§ **Problem**:
Go through the data and copy each line where the word "dead" shows up.
--
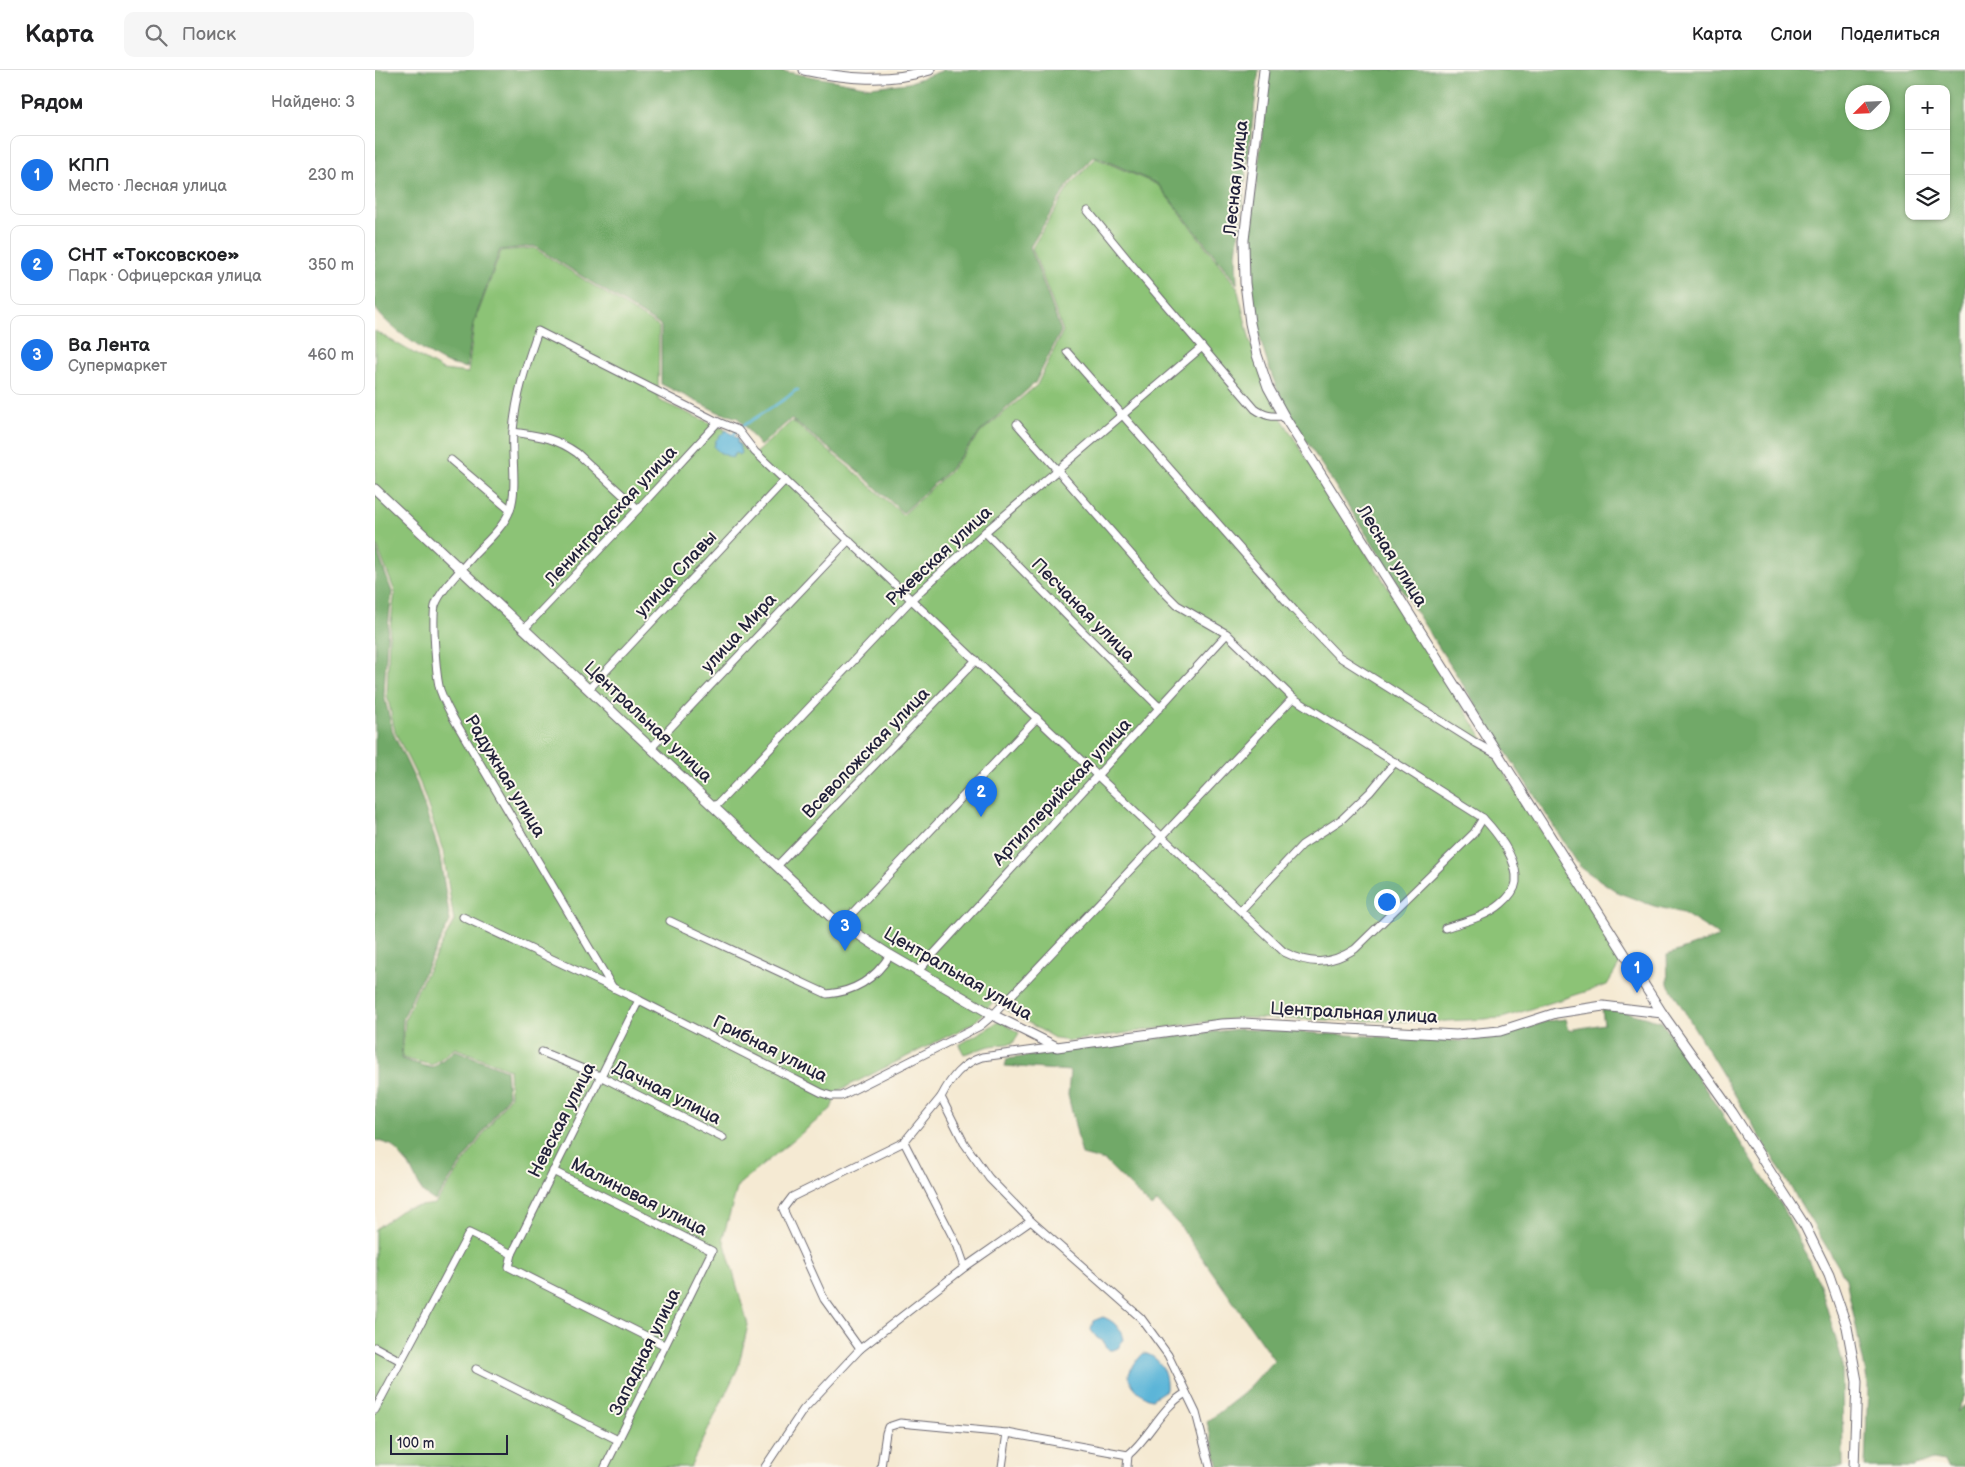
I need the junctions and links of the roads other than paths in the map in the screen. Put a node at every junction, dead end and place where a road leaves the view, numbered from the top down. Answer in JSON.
{"nodes":[{"id":1,"x":804,"y":70,"type":"edge"},
{"id":2,"x":929,"y":70,"type":"edge"},
{"id":3,"x":1264,"y":70,"type":"edge"},
{"id":4,"x":1088,"y":211,"type":"dead end"},
{"id":5,"x":1202,"y":346,"type":"junction"},
{"id":6,"x":1067,"y":352,"type":"dead end"},
{"id":7,"x":1122,"y":414,"type":"junction"},
{"id":8,"x":1283,"y":416,"type":"junction"},
{"id":9,"x":718,"y":422,"type":"junction"},
{"id":10,"x":1017,"y":424,"type":"dead end"},
{"id":11,"x":513,"y":432,"type":"junction"},
{"id":12,"x":451,"y":460,"type":"dead end"},
{"id":13,"x":1058,"y":471,"type":"junction"},
{"id":14,"x":785,"y":480,"type":"junction"},
{"id":15,"x":375,"y":489,"type":"edge"},
{"id":16,"x":510,"y":510,"type":"junction"},
{"id":17,"x":638,"y":510,"type":"junction"},
{"id":18,"x":985,"y":532,"type":"junction"},
{"id":19,"x":849,"y":540,"type":"junction"},
{"id":20,"x":462,"y":569,"type":"junction"},
{"id":21,"x":912,"y":599,"type":"junction"},
{"id":22,"x":524,"y":629,"type":"junction"},
{"id":23,"x":1227,"y":634,"type":"junction"},
{"id":24,"x":976,"y":660,"type":"junction"},
{"id":25,"x":589,"y":689,"type":"junction"},
{"id":26,"x":1293,"y":698,"type":"junction"},
{"id":27,"x":1160,"y":708,"type":"junction"},
{"id":28,"x":1037,"y":718,"type":"junction"},
{"id":29,"x":652,"y":747,"type":"junction"},
{"id":30,"x":1498,"y":755,"type":"junction"},
{"id":31,"x":1395,"y":762,"type":"junction"},
{"id":32,"x":1098,"y":776,"type":"junction"},
{"id":33,"x":715,"y":806,"type":"junction"},
{"id":34,"x":1483,"y":818,"type":"junction"},
{"id":35,"x":1162,"y":836,"type":"junction"},
{"id":36,"x":777,"y":866,"type":"junction"},
{"id":37,"x":1241,"y":910,"type":"junction"},
{"id":38,"x":463,"y":917,"type":"dead end"},
{"id":39,"x":670,"y":921,"type":"dead end"},
{"id":40,"x":841,"y":924,"type":"junction"},
{"id":41,"x":1445,"y":928,"type":"dead end"},
{"id":42,"x":890,"y":955,"type":"junction"},
{"id":43,"x":918,"y":971,"type":"junction"},
{"id":44,"x":613,"y":988,"type":"junction"},
{"id":45,"x":639,"y":1000,"type":"junction"},
{"id":46,"x":1662,"y":1013,"type":"junction"},
{"id":47,"x":993,"y":1015,"type":"junction"},
{"id":48,"x":1057,"y":1047,"type":"junction"},
{"id":49,"x":542,"y":1052,"type":"dead end"},
{"id":50,"x":600,"y":1076,"type":"junction"},
{"id":51,"x":941,"y":1097,"type":"junction"},
{"id":52,"x":723,"y":1138,"type":"dead end"},
{"id":53,"x":904,"y":1142,"type":"junction"},
{"id":54,"x":553,"y":1171,"type":"junction"},
{"id":55,"x":1031,"y":1221,"type":"junction"},
{"id":56,"x":712,"y":1251,"type":"joint"},
{"id":57,"x":512,"y":1254,"type":"junction"},
{"id":58,"x":965,"y":1267,"type":"junction"},
{"id":59,"x":664,"y":1346,"type":"junction"},
{"id":60,"x":375,"y":1347,"type":"edge"},
{"id":61,"x":860,"y":1349,"type":"junction"},
{"id":62,"x":401,"y":1361,"type":"junction"},
{"id":63,"x":476,"y":1370,"type":"dead end"},
{"id":64,"x":1186,"y":1393,"type":"junction"},
{"id":65,"x":375,"y":1410,"type":"edge"},
{"id":66,"x":1007,"y":1433,"type":"junction"},
{"id":67,"x":618,"y":1440,"type":"junction"},
{"id":68,"x":1129,"y":1455,"type":"junction"},
{"id":69,"x":605,"y":1467,"type":"edge"},
{"id":70,"x":765,"y":1467,"type":"edge"},
{"id":71,"x":881,"y":1467,"type":"edge"},
{"id":72,"x":1002,"y":1467,"type":"edge"},
{"id":73,"x":1127,"y":1467,"type":"edge"},
{"id":74,"x":1210,"y":1467,"type":"edge"},
{"id":75,"x":1854,"y":1467,"type":"edge"}],
"edges":[{"from":1,"to":2,"type":"street"},
{"from":3,"to":8,"type":"street","name":"Лесная улица"},
{"from":4,"to":5,"type":"street"},
{"from":5,"to":7,"type":"street","name":"Ржевская улица"},
{"from":5,"to":8,"type":"street"},
{"from":6,"to":7,"type":"street"},
{"from":7,"to":13,"type":"street","name":"Ржевская улица"},
{"from":7,"to":30,"type":"street"},
{"from":8,"to":30,"type":"street","name":"Лесная улица"},
{"from":9,"to":11,"type":"street"},
{"from":9,"to":14,"type":"street"},
{"from":9,"to":17,"type":"street","name":"Ленинградская улица"},
{"from":10,"to":13,"type":"street"},
{"from":11,"to":16,"type":"street"},
{"from":11,"to":17,"type":"street"},
{"from":12,"to":16,"type":"street"},
{"from":13,"to":18,"type":"street","name":"Ржевская улица"},
{"from":13,"to":23,"type":"street"},
{"from":14,"to":19,"type":"street"},
{"from":14,"to":25,"type":"street","name":"улица Славы"},
{"from":15,"to":20,"type":"street","name":"Центральная улица"},
{"from":16,"to":20,"type":"street","name":"Радужная улица"},
{"from":17,"to":22,"type":"street","name":"Ленинградская улица"},
{"from":18,"to":21,"type":"street","name":"Ржевская улица"},
{"from":18,"to":27,"type":"street","name":"Песчаная улица"},
{"from":19,"to":21,"type":"street"},
{"from":19,"to":29,"type":"street","name":"улица Мира"},
{"from":20,"to":22,"type":"street","name":"Центральная улица"},
{"from":20,"to":44,"type":"street","name":"Радужная улица"},
{"from":21,"to":24,"type":"street"},
{"from":21,"to":33,"type":"street","name":"Ржевская улица"},
{"from":22,"to":25,"type":"street","name":"Центральная улица"},
{"from":23,"to":26,"type":"street"},
{"from":23,"to":27,"type":"street","name":"Артиллерийская улица"},
{"from":24,"to":28,"type":"street"},
{"from":24,"to":36,"type":"street","name":"Всеволожская улица"},
{"from":25,"to":29,"type":"street","name":"Центральная улица"},
{"from":26,"to":31,"type":"street"},
{"from":26,"to":35,"type":"street","name":"Грибная улица"},
{"from":27,"to":32,"type":"street","name":"Артиллерийская улица"},
{"from":28,"to":32,"type":"street"},
{"from":28,"to":40,"type":"street"},
{"from":29,"to":33,"type":"street","name":"Центральная улица"},
{"from":30,"to":46,"type":"street","name":"Лесная улица"},
{"from":31,"to":34,"type":"street"},
{"from":31,"to":37,"type":"street"},
{"from":32,"to":35,"type":"street"},
{"from":32,"to":43,"type":"street","name":"Артиллерийская улица"},
{"from":33,"to":36,"type":"street","name":"Центральная улица"},
{"from":34,"to":37,"type":"street"},
{"from":34,"to":41,"type":"street"},
{"from":35,"to":37,"type":"street"},
{"from":35,"to":47,"type":"street","name":"Грибная улица"},
{"from":36,"to":40,"type":"street","name":"Центральная улица"},
{"from":38,"to":44,"type":"street","name":"Грибная улица"},
{"from":39,"to":42,"type":"street"},
{"from":40,"to":42,"type":"street","name":"Центральная улица"},
{"from":42,"to":43,"type":"street","name":"Центральная улица"},
{"from":43,"to":47,"type":"street","name":"Центральная улица"},
{"from":44,"to":45,"type":"street","name":"Грибная улица"},
{"from":45,"to":47,"type":"street","name":"Грибная улица"},
{"from":45,"to":50,"type":"street","name":"Невская улица"},
{"from":46,"to":48,"type":"street","name":"Центральная улица"},
{"from":46,"to":75,"type":"street","name":"Лесная улица"},
{"from":47,"to":48,"type":"street","name":"Центральная улица"},
{"from":48,"to":51,"type":"street"},
{"from":49,"to":50,"type":"street","name":"Дачная улица"},
{"from":50,"to":52,"type":"street","name":"Дачная улица"},
{"from":50,"to":54,"type":"street","name":"Невская улица"},
{"from":51,"to":53,"type":"street"},
{"from":51,"to":55,"type":"street"},
{"from":53,"to":58,"type":"street"},
{"from":53,"to":61,"type":"street"},
{"from":54,"to":56,"type":"street","name":"Малиновая улица"},
{"from":54,"to":57,"type":"street","name":"Невская улица"},
{"from":55,"to":58,"type":"street"},
{"from":55,"to":64,"type":"street"},
{"from":56,"to":59,"type":"street","name":"Западная улица"},
{"from":57,"to":59,"type":"street"},
{"from":57,"to":62,"type":"street"},
{"from":58,"to":61,"type":"street"},
{"from":59,"to":67,"type":"street","name":"Западная улица"},
{"from":60,"to":62,"type":"street"},
{"from":61,"to":70,"type":"street"},
{"from":62,"to":65,"type":"street"},
{"from":63,"to":67,"type":"street"},
{"from":64,"to":68,"type":"street"},
{"from":64,"to":74,"type":"street"},
{"from":66,"to":68,"type":"street"},
{"from":66,"to":71,"type":"street"},
{"from":66,"to":72,"type":"street"},
{"from":67,"to":69,"type":"street","name":"Западная улица"},
{"from":68,"to":73,"type":"street"}]}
--
§ **Exercise result**:
I need the junctions and links of the roads other than paths in the map in the screen. Put a node at every junction, dead end and place where a road leaves the view, numbered from the top down. Answer in JSON.
{"id":4,"x":1088,"y":211,"type":"dead end"},
{"id":6,"x":1067,"y":352,"type":"dead end"},
{"id":10,"x":1017,"y":424,"type":"dead end"},
{"id":12,"x":451,"y":460,"type":"dead end"},
{"id":38,"x":463,"y":917,"type":"dead end"},
{"id":39,"x":670,"y":921,"type":"dead end"},
{"id":41,"x":1445,"y":928,"type":"dead end"},
{"id":49,"x":542,"y":1052,"type":"dead end"},
{"id":52,"x":723,"y":1138,"type":"dead end"},
{"id":63,"x":476,"y":1370,"type":"dead end"},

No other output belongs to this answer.